What you need to do:
Word for word, transcribe the records that follow.
*** Data for the task ***
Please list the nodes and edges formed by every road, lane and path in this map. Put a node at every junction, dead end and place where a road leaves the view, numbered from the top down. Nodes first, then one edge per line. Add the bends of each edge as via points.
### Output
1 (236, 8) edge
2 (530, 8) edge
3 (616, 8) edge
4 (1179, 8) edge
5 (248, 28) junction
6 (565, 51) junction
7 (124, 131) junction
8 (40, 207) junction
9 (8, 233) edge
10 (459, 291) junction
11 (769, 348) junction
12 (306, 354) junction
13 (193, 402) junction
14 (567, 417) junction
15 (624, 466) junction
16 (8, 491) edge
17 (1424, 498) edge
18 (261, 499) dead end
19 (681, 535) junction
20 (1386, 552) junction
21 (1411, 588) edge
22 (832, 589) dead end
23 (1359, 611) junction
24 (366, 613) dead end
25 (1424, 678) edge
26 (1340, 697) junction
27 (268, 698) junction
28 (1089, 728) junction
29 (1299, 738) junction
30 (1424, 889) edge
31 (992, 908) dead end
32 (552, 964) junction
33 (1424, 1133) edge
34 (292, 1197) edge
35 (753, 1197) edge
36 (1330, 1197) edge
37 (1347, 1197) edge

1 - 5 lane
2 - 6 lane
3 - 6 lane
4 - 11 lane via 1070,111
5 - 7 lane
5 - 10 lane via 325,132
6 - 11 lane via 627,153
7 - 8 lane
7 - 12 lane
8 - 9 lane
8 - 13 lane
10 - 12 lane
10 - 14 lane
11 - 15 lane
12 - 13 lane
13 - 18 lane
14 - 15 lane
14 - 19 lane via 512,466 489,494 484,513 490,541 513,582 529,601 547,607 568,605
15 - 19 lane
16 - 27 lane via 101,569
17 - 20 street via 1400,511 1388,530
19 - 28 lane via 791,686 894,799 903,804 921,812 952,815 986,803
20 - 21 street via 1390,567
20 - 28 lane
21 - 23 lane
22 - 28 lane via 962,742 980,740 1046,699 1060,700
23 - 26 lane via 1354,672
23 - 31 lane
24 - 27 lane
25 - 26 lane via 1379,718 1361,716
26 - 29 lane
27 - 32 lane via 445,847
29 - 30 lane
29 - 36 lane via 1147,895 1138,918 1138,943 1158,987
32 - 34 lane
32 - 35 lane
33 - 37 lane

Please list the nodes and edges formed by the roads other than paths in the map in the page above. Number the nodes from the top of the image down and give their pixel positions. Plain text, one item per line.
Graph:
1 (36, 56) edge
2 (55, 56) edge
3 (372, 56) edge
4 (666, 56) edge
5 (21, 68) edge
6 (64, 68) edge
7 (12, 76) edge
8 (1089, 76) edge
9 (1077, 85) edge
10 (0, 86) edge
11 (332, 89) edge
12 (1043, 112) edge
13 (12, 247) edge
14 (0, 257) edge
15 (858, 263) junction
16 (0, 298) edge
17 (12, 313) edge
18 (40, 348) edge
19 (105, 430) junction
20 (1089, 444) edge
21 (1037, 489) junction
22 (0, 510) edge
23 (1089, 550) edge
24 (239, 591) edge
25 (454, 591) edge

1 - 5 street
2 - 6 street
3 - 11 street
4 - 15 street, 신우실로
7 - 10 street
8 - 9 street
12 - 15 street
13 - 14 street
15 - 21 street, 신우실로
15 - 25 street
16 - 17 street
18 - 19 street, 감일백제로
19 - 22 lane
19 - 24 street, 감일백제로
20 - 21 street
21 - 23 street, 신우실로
***
Task answer:
Please list the nodes and edges formed by every road, lane and path in this map. Put a node at every junction, dead end and place where a road leaves the view, numbered from the top down. Nodes first, then one edge per line. Add the bends of each edge as via points.
### Output
1 (236, 8) edge
2 (530, 8) edge
3 (616, 8) edge
4 (1179, 8) edge
5 (248, 28) junction
6 (565, 51) junction
7 (124, 131) junction
8 (40, 207) junction
9 (8, 233) edge
10 (459, 291) junction
11 (769, 348) junction
12 (306, 354) junction
13 (193, 402) junction
14 (567, 417) junction
15 (624, 466) junction
16 (8, 491) edge
17 (1424, 498) edge
18 (261, 499) dead end
19 (681, 535) junction
20 (1386, 552) junction
21 (1411, 588) edge
22 (832, 589) dead end
23 (1359, 611) junction
24 (366, 613) dead end
25 (1424, 678) edge
26 (1340, 697) junction
27 (268, 698) junction
28 (1089, 728) junction
29 (1299, 738) junction
30 (1424, 889) edge
31 (992, 908) dead end
32 (552, 964) junction
33 (1424, 1133) edge
34 (292, 1197) edge
35 (753, 1197) edge
36 (1330, 1197) edge
37 (1347, 1197) edge

1 - 5 lane
2 - 6 lane
3 - 6 lane
4 - 11 lane via 1070,111
5 - 7 lane
5 - 10 lane via 325,132
6 - 11 lane via 627,153
7 - 8 lane
7 - 12 lane
8 - 9 lane
8 - 13 lane
10 - 12 lane
10 - 14 lane
11 - 15 lane
12 - 13 lane
13 - 18 lane
14 - 15 lane
14 - 19 lane via 512,466 489,494 484,513 490,541 513,582 529,601 547,607 568,605
15 - 19 lane
16 - 27 lane via 101,569
17 - 20 street via 1400,511 1388,530
19 - 28 lane via 791,686 894,799 903,804 921,812 952,815 986,803
20 - 21 street via 1390,567
20 - 28 lane
21 - 23 lane
22 - 28 lane via 962,742 980,740 1046,699 1060,700
23 - 26 lane via 1354,672
23 - 31 lane
24 - 27 lane
25 - 26 lane via 1379,718 1361,716
26 - 29 lane
27 - 32 lane via 445,847
29 - 30 lane
29 - 36 lane via 1147,895 1138,918 1138,943 1158,987
32 - 34 lane
32 - 35 lane
33 - 37 lane

Please list the nodes and edges formed by the roads other than paths in the map in the page above. Number the nodes from the top of the image down and give their pixel positions. Plain text, one item per line.
Graph:
1 (36, 56) edge
2 (55, 56) edge
3 (372, 56) edge
4 (666, 56) edge
5 (21, 68) edge
6 (64, 68) edge
7 (12, 76) edge
8 (1089, 76) edge
9 (1077, 85) edge
10 (0, 86) edge
11 (332, 89) edge
12 (1043, 112) edge
13 (12, 247) edge
14 (0, 257) edge
15 (858, 263) junction
16 (0, 298) edge
17 (12, 313) edge
18 (40, 348) edge
19 (105, 430) junction
20 (1089, 444) edge
21 (1037, 489) junction
22 (0, 510) edge
23 (1089, 550) edge
24 (239, 591) edge
25 (454, 591) edge

1 - 5 street
2 - 6 street
3 - 11 street
4 - 15 street, 신우실로
7 - 10 street
8 - 9 street
12 - 15 street
13 - 14 street
15 - 21 street, 신우실로
15 - 25 street
16 - 17 street
18 - 19 street, 감일백제로
19 - 22 lane
19 - 24 street, 감일백제로
20 - 21 street
21 - 23 street, 신우실로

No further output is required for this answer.